Review by Arctic-Stranger
In this book Dostoyevsky does what few other novelist have done successfully--he makes a very good man interesting. It is easy to make evil interesting. But to make good interesting--that is an accomplishment. Prince Myshkin arrrives from Switzerland, where he was undergoing "medical" treatment. (We would call it psychiatric treatment today.) On the train his destiny is set when he meets Rogozhin who becomes first his friend, then his rival in love. They both love Nastasya Filippovna, although the Prince wants his love to save her, and Rogozhin wants to possess her. In the end, Rogozhin ends up killing Fillippovna. Dostoyevsky is throwing a "positively good man" (his phrase for Prince Myshkin) into the ebb and flow of St. Petersburg social life, and the result is not pretty. He is not crucified, but he might as well be by the end of the book. The superficial life of the characters is exposed by the Prince, but in a way that drives home their rational for their lives.
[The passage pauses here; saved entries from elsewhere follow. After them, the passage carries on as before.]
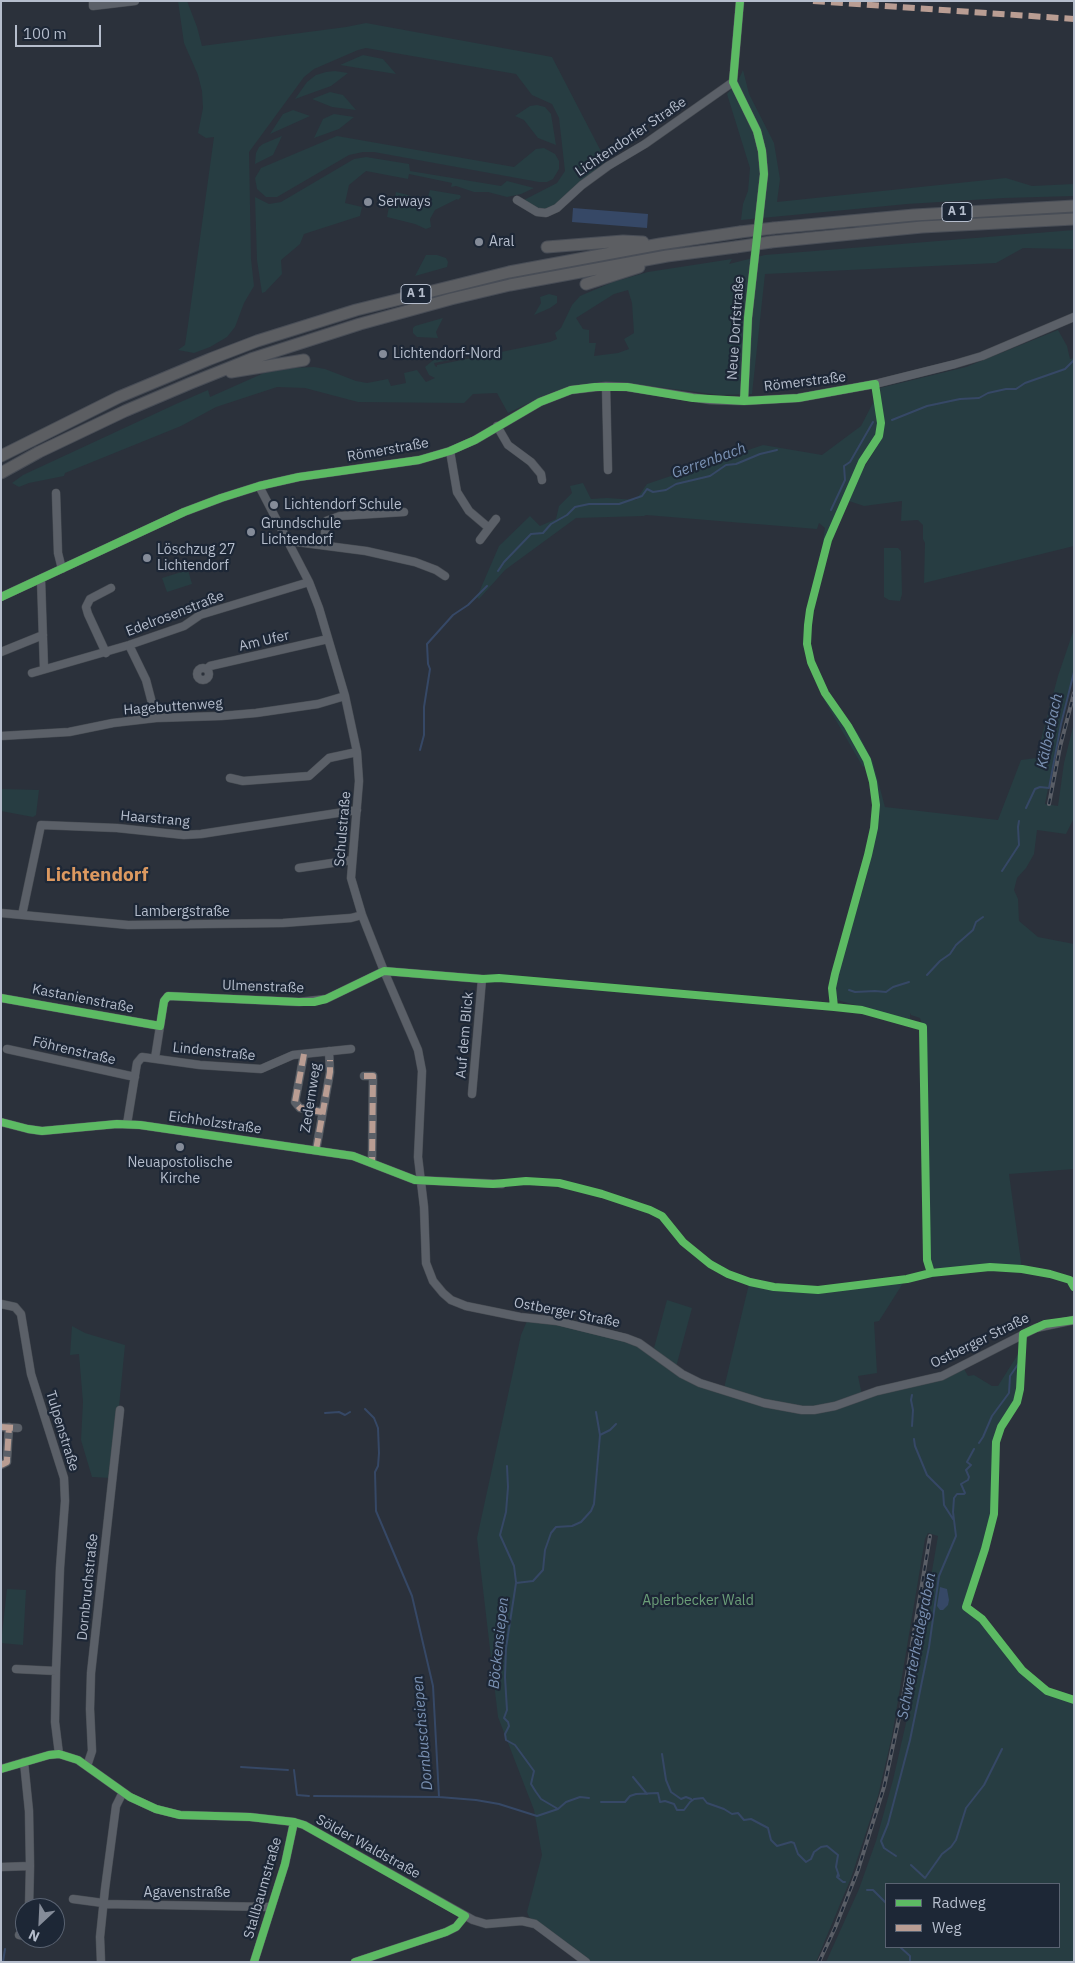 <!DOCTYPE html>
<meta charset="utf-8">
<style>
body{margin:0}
#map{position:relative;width:1075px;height:1963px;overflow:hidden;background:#2b313b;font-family:"IBM Plex Sans",sans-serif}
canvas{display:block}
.frame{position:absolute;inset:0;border:2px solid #b5bdcc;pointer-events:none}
.legend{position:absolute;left:885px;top:1883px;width:175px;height:65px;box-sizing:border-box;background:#1d2736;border:1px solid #5a6372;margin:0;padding:6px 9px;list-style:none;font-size:15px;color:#b5bdcc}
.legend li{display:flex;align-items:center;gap:10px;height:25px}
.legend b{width:25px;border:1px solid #5a6372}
.north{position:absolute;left:15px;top:1898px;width:50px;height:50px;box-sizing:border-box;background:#1d2736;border:1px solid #5a6372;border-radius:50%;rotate:205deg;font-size:14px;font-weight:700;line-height:20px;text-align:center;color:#b5bdcc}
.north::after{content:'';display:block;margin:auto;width:18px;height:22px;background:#858c99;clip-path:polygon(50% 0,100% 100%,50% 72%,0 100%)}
.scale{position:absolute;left:15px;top:25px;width:86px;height:22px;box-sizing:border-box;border:2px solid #b5bdcc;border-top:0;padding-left:6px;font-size:15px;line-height:18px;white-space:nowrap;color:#b5bdcc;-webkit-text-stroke:4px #1d2736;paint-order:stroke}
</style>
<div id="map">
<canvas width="1075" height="1963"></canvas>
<div class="frame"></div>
<ul class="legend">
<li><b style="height:6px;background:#5cba63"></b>Radweg</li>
<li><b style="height:6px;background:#b99d93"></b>Weg</li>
</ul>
<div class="north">N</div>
<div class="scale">100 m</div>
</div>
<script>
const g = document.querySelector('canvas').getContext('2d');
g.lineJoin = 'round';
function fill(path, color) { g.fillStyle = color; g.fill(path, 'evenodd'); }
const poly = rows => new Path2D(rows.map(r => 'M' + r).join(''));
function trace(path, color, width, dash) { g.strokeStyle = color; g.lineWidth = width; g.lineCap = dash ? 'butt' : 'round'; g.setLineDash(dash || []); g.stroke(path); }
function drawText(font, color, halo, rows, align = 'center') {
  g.font = font + ' "IBM Plex Sans",sans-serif'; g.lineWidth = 4.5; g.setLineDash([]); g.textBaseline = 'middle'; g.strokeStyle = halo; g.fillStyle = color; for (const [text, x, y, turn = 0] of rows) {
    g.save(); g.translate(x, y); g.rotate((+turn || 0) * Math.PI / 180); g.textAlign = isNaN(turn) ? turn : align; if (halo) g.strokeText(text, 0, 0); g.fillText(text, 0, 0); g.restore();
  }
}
const green = poly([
 [178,1,187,1,197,27,202,46,346,27,366,23,552,57,606,161,570,191,555,206,547,209,538,209,524,200,557,183,565,171,559,118,552,104,532,95,516,74,366,48,358,50,314,69,304,77,249,152,251,259,254,286,244,303,235,327,227,337,210,347,194,353,178,350,185,345,188,325,214,137,206,138,198,133,203,108,202,91,198,75,184,43],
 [363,55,383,59,396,74,340,65],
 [743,70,749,94,774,143,780,179,777,202,1006,178,1032,186,1074,184,1074,196,1004,198,907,204,741,220,743,204,748,191,750,168,727,94,737,83],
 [335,71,348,73,331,86,295,99,307,82,316,75,326,72],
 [330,92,343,95,356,110,332,107,312,99],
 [537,105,545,107,551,114,556,145,538,138,524,120,515,116,530,106],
 [293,110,310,116,270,134,283,114],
 [334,114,354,117,339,129,314,138,323,119],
 [282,136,273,155,255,164,256,153,259,147,263,144],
 [337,136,514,167,536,149,544,148,555,154,559,161,559,169,553,179,547,182,539,182,374,152,363,152,349,155,277,197,266,197,257,189,255,178,261,168],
 [366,157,409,164,410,171,501,186,507,181,534,188,521,194,507,197,488,192,474,192,456,186,451,187,452,183,409,174,408,179,366,171,349,185,345,203,362,207,360,216,304,234,300,244,281,260,282,274,265,292,262,293,257,260,255,197,269,204,281,202,354,159],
 [430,190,460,195,461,197,458,200,457,199,435,210,430,219,431,227,426,229,415,224,387,217,390,201,394,202,396,192,427,200],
 [1074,230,1074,249,1023,248,996,263,765,274,752,394,720,395,658,387,600,383,578,385,550,393,508,413,497,393,473,394,464,403,358,402,305,388,277,387,216,407,181,426,65,473,64,476,29,483,19,487,12,483,23,475,176,404,208,390,210,397,264,373,294,368,314,367,325,369,356,381,367,383,388,379,391,386,406,383,404,373,417,370,426,382,435,378,429,375,425,367,437,357,450,360,434,363,435,366,437,367,437,365,550,342,557,339,555,333,561,328,572,305,580,296,613,282,648,272,732,259,729,264,765,255],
 [628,290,632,303,634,333,624,339,629,349,618,353,594,356,596,343,589,343,589,330,583,329,576,318,614,294],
 [426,255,437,255,446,258,448,262,447,267,415,276],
 [549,294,557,296,557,303,550,308,534,315,541,303,540,297],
 [443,318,436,332,438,338,417,337,413,333,413,328,415,326],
 [1058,330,1067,346,1070,359,1074,358,1074,546,924,583,925,543,923,539,923,525,918,520,901,521,902,501,864,506,849,501,862,471,875,450,882,431,883,416,880,388,966,367],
 [875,399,878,411,876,436,859,462,825,542,823,541,825,528,819,523,817,529,646,515,644,516,576,518,505,570,479,599,477,597,499,546,530,516,540,526,556,519,559,506,572,493,570,486,583,483,591,499,607,498,636,500,647,484,763,445,822,455,861,426],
 [884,548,898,548,901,551,902,594,900,601,889,600,884,597],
 [188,570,192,584,167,592,162,578],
 [1074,629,1074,673,1061,721,1045,804,1058,806,1064,763,1074,723,1074,818,1066,834,1037,830,1034,854,1026,868,1017,878,1014,890,1018,899,1019,921,1038,937,1074,944,1074,1169,1009,1174,1022,1269,1005,1265,938,1270,933,1267,929,1259,926,1035,920,1018,911,1015,910,1013,910,1020,837,1000,836,987,839,969,866,879,879,808,871,767,861,744,826,692,828,691,859,735,873,762,885,807,998,820,1021,760,1036,758,1058,676],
 [826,697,856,742,866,765,863,767,823,698],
 [1,789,39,790,36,815,33,817,1,811],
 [905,1280,879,1321,874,1322,877,1373,858,1376,862,1395,826,1407,779,1406,724,1388,749,1284,770,1288,816,1291],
 [667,1300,692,1308,676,1367,654,1348],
 [527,1321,544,1321,626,1339,681,1375,802,1411,862,1397,964,1369,968,1376,974,1375,992,1386,998,1386,1020,1351,1015,1399,1000,1427,995,1443,993,1467,993,1505,990,1531,973,1578,966,1605,981,1619,1019,1671,1050,1695,1074,1702,1074,1962,826,1962,859,1889,876,1841,893,1780,906,1723,938,1536,928,1533,925,1539,892,1736,878,1796,851,1878,816,1962,590,1962,529,1917,527,1912,542,1855,534,1810,498,1717,477,1538,521,1335],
 [886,1884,1059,1884,1059,1947,886,1947],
 [72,1326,85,1333,125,1345,112,1478,92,1477,81,1440,83,1402,79,1354,70,1355],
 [7,1589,26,1590,23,1645,1,1643]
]);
const water = poly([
 [573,208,648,214,647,228,572,222],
 [940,1587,947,1589,949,1600,948,1605,943,1610,940,1610,937,1606]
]);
const stream = poly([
 [892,420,927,406,960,399,979,398,988,393,1006,389,1016,389,1025,383,1065,369,1074,360],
 [831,510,845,480,844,466,850,462,873,422],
 [498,571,504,562,531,534,543,533,551,524,567,515,575,507,589,504,619,504,642,496,647,489,653,492,666,490,676,484,710,476,726,465,736,464,760,454,777,450],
 [420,750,424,735,424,707,430,669,428,664,427,644,453,615,468,605,487,586],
 [1026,808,1035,789,1040,787,1049,788,1061,724,1074,672],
 [1002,871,1019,845,1018,827,1019,821],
 [927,975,940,961,950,954,956,945,973,930,976,922,983,917],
 [849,990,855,992,875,991,886,992,893,987,909,982],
 [912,1395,911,1400,913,1410,912,1426],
 [365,1409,374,1418,378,1428,379,1453,378,1466,375,1472,376,1511,412,1596,433,1686,439,1797,476,1800,499,1804,537,1816,558,1809],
 [325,1413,339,1412,345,1415,350,1412],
 [600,1435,610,1430,616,1424],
 [914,1439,915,1446,927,1475,943,1491,944,1505,953,1519],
 [979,1443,983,1437,992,1416,1009,1393,1010,1376,1021,1360],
 [507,1466,508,1487,506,1512,500,1535,514,1566,516,1582],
 [662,1754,666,1780,671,1792,681,1799,686,1797,691,1799],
 [241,1767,288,1770],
 [294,1770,297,1795,309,1796],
 [633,1777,647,1794],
 [314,1796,439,1797],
 [589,1798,580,1797,566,1802,558,1809,541,1799,536,1792,531,1784,534,1771,515,1745,506,1740,505,1734,509,1726,508,1722,504,1718,507,1710,505,1677,506,1648,516,1583,533,1581,543,1570,545,1550,551,1533,556,1527,572,1526,581,1522,591,1511,594,1504,600,1435,596,1412],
 [601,1802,625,1802,630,1796,636,1794,658,1793,660,1802,665,1801,674,1804,677,1810,684,1810,690,1802,694,1799,703,1798,707,1803,724,1809,732,1814,738,1813,744,1820,751,1819,768,1828,771,1840,777,1846,791,1842,794,1843,798,1854,806,1862,811,1859,814,1852,821,1847,827,1846,838,1855,836,1867,839,1876],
 [896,1856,884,1848,881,1841,888,1824,910,1740,929,1647,939,1576,956,1536,953,1512,954,1498,957,1494,964,1494,965,1493,961,1484,968,1480,969,1477,966,1470,971,1465,967,1462,974,1449],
 [911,1865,925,1878,942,1854,951,1847,956,1840,966,1808,984,1785,1002,1749],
 [838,1874,837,1877,843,1882,845,1882],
 [867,1890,873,1890,886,1903],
 [900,1947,910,1956,910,1962],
 [3,1962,5,1949]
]);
const minor = poly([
 [93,1,93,6,135,1],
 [740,1,733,82,757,131,762,151,764,174,748,318,744,401],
 [517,200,537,212,546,213,557,208,582,185,608,166,645,144,733,82],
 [606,386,608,470],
 [497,426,508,445,531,462,541,474,542,480],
 [450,451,457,492,469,511,489,528,480,540],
 [259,486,309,582,319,608,345,696,357,752,359,781,351,878,362,915,384,971,418,1050,422,1071,418,1157,424,1207,426,1263,433,1281,443,1293,451,1300,466,1306,520,1317,557,1321,626,1338,639,1343,682,1374,700,1383,764,1403,802,1410,814,1410,835,1406,877,1391,942,1376,1036,1328,1074,1320],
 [56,493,58,553,62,569],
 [489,528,496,519],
 [289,541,366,551,415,562,436,570,445,576],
 [324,544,326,521,340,516,404,512],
 [41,579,44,669],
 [1,597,184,512,221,498,259,486,299,477,419,460,450,451,475,440,540,402,571,390,606,386,627,387,710,400,744,401,798,398,875,384,955,364,982,356,1074,317],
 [129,645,146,680,156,718],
 [1,652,43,635],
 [106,653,88,614,86,607,90,599,111,588],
 '197 674a6 6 0 1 1 12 0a6 6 0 1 1-12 0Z',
 [207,669,210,666,328,639],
 [32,673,129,645,184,626,200,615,309,582],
 [1,736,69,732,113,723,156,718,221,716,256,713,318,704,345,696],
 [230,778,243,781,309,776,329,758,357,752],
 [299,868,352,860],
 [1,913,128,925,283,923,351,918,362,915],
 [22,915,41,825,117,828,184,835,201,834,357,810],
 [1,998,160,1026],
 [7,1049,135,1077],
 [304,1054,295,1102,300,1108,322,1112],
 [155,1058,164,1001,168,996,299,1002,326,999,384,971,482,979,472,1094],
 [364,1076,373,1076,372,1162],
 [1,1122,28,1129,42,1131,117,1124,140,1125,353,1156,415,1180,502,1184],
 [127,1124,137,1063,142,1057,200,1065,261,1069,293,1055,351,1049],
 [316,1150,330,1072,329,1051],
 [1,1304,15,1307,21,1314,31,1374,64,1478,65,1501,60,1568,56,1671,55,1722,59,1754],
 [1,1427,18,1428],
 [1,1465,7,1462,7,1459,9,1427],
 [16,1669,56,1671],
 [24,1762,29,1811,30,1866,29,1908],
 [87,1766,92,1751,90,1709,91,1673,120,1410],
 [1,1769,49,1755,59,1754,78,1760,130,1797,156,1809,180,1815,250,1817,294,1822,304,1825,473,1920,486,1924,522,1921,535,1924,586,1962],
 [1,1867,30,1866],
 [73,1899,103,1903],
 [103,1904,271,1907],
 [19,1935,25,1936],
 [101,1962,100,1937,105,1889,116,1806,123,1792],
 [254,1962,285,1864,294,1822],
 [355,1962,446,1932,456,1927,465,1916]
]);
const highway = poly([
 [774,228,914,215,1074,206],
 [771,242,922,227,1074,219],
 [547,247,623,241,643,242],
 [586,284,639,267],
 [231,372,304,360],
 [1,456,119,397,210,359,257,341,356,310,509,272,660,244,740,232],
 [1,473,39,452,125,411,191,383,251,359,360,324,451,299,510,285,667,256,736,247]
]);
const rail = poly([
 [1049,804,1060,747,1074,693],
 [819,1962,835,1928,858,1870,884,1787,902,1704,930,1536]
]);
const highwayBridge = poly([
 [740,232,774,228],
 [736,247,771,242]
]);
const quiet = poly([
 [813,1,1074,19],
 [304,1054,295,1102,300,1108,322,1112],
 [364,1076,373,1076,372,1162],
 [316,1150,330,1072,330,1060],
 [1,1427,18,1428],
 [1,1465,7,1462,7,1459,9,1427]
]);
const cycleway = poly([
 [740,1,733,82,757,131,762,151,764,174,748,318,744,401],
 [1,597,184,512,221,498,259,486,299,477,419,460,450,451,475,440,540,402,571,390,595,387,627,387,693,398,744,401,798,398,875,384,881,423,879,436,862,462,828,540,810,610,808,625,807,644,811,662,825,693,848,726,867,760,873,782,876,805,874,828,868,855,835,974,832,988,834,1007],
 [1,998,160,1026,164,1001,168,996,299,1002,314,1002,326,999,384,971,482,979,499,978,834,1007,862,1010,923,1027,927,1260,931,1273],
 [1,1122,28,1129,42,1131,117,1124,140,1125,353,1156,415,1180,493,1184,526,1181,559,1183,602,1194,650,1210,662,1216,683,1242,710,1264,728,1274,750,1282,774,1287,818,1290,907,1279,931,1273,990,1267,1022,1269,1050,1274,1070,1280,1074,1287],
 [1074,1320,1045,1324,1023,1334,1020,1389,1017,1402,1001,1427,996,1442,994,1514,985,1549,966,1607,982,1619,1022,1670,1047,1691,1074,1700],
 [1,1769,49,1755,59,1754,78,1760,130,1797,156,1809,180,1815,250,1817,294,1822,304,1825,465,1916,456,1927,446,1932,355,1962],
 [254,1962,285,1864,294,1822]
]);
const markers = [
 [368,202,5,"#858c99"],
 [479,242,5,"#858c99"],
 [383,354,5,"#858c99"],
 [274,505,5,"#858c99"],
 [251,532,5,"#858c99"],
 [147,558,5,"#858c99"],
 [180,1147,5,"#858c99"]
];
const shields = [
 [957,212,30],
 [416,294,30]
];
const shieldNames = [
 ["A 1",957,212],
 ["A 1",416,294]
];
const streetNames = [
 ["Lichtendorfer Straße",631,137,-34],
 ["Neue Dorfstraße",736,328,-86],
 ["Römerstraße",805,382,-7],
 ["Römerstraße",388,450,-10],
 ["Edelrosenstraße",175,614,-21],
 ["Am Ufer",264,641,-13],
 ["Hagebuttenweg",173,707,-4],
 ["Haarstrang",155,819,5],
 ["Schulstraße",343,829,-85],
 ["Lambergstraße",182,912],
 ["Ulmenstraße",263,987,2],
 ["Kastanienstraße",83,999,11],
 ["Auf dem Blick",465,1035,-85],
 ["Föhrenstraße",74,1051,13],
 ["Lindenstraße",214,1052,6],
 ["Zedernweg",311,1098,-81],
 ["Eichholzstraße",215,1123,8],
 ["Ostberger Straße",567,1313,11],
 ["Ostberger Straße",980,1341,-26],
 ["Tulpenstraße",62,1431,73],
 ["Dornbruchstraße",88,1587,-84],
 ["Sölder Waldstraße",368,1847,29],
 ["Stallbaumstraße",263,1888,-74],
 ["Agavenstraße",187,1893]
];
const poiNames = [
 ["Serways",378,202],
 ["Aral",489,242],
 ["Lichtendorf-Nord",393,354],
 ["Lichtendorf Schule",284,505],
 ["Grundschule",261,524],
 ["Lichtendorf",261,540],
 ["Löschzug 27",157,550],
 ["Lichtendorf",157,566],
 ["Neuapostolische",180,1163,"center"],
 ["Kirche",180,1179,"center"]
];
const parkNames = [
 ["Aplerbecker Wald",698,1601]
];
const waterNames = [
 ["Gerrenbach",709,461,-20],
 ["Kälberbach",1050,731,-78],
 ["Böckensiepen",499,1643,-84],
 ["Schwerterheidegraben",917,1646,-79],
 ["Dornbuschsiepen",423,1733,-95]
];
const districtNames = [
 ["Lichtendorf",97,876]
];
fill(green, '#273d42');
fill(water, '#364866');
trace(stream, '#364866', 2);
trace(minor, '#474c53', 9);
trace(highway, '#484d56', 13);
trace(minor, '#5b6068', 8);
trace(highway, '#5c5e62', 11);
trace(rail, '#5a5e66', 4);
trace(rail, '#1d2736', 2, [5.5]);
trace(highwayBridge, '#484d56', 13, []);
trace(highwayBridge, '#5c5e62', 11);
trace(quiet, '#b99d93', 6, [12, 6]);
trace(cycleway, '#5cba63', 8);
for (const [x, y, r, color] of markers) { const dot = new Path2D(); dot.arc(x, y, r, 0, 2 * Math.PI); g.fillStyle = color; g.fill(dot); trace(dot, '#1d2736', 2); }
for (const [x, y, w] of shields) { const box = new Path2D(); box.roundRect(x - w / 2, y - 9.5, w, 19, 4); g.fillStyle = '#1d2736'; g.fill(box); trace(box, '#b5bdcc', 1); }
drawText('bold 12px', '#b5bdcc', null, shieldNames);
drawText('14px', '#b5bdcc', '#1d2736', streetNames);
drawText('14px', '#b5bdcc', '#1d2736', poiNames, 'left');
drawText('14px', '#6b9e78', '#1d2736', parkNames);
drawText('italic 15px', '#7b92b4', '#1d2736', waterNames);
drawText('bold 19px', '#dc9960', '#1d2736', districtNames);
</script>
The hard part about the book is that we can easily recognize ourselves in its pages, and often NOT in the person of Myshkin. This is a MUST READ for any serious reader.
Review by charlie68
A really thinking book, and a heart-breaking one at the end. Tremendous plotting makes the book hard to put down. Crime and Punishment is an excellent book and although it deals more blood and guts issues The Idiot is a deeper, subtler probing into the human character.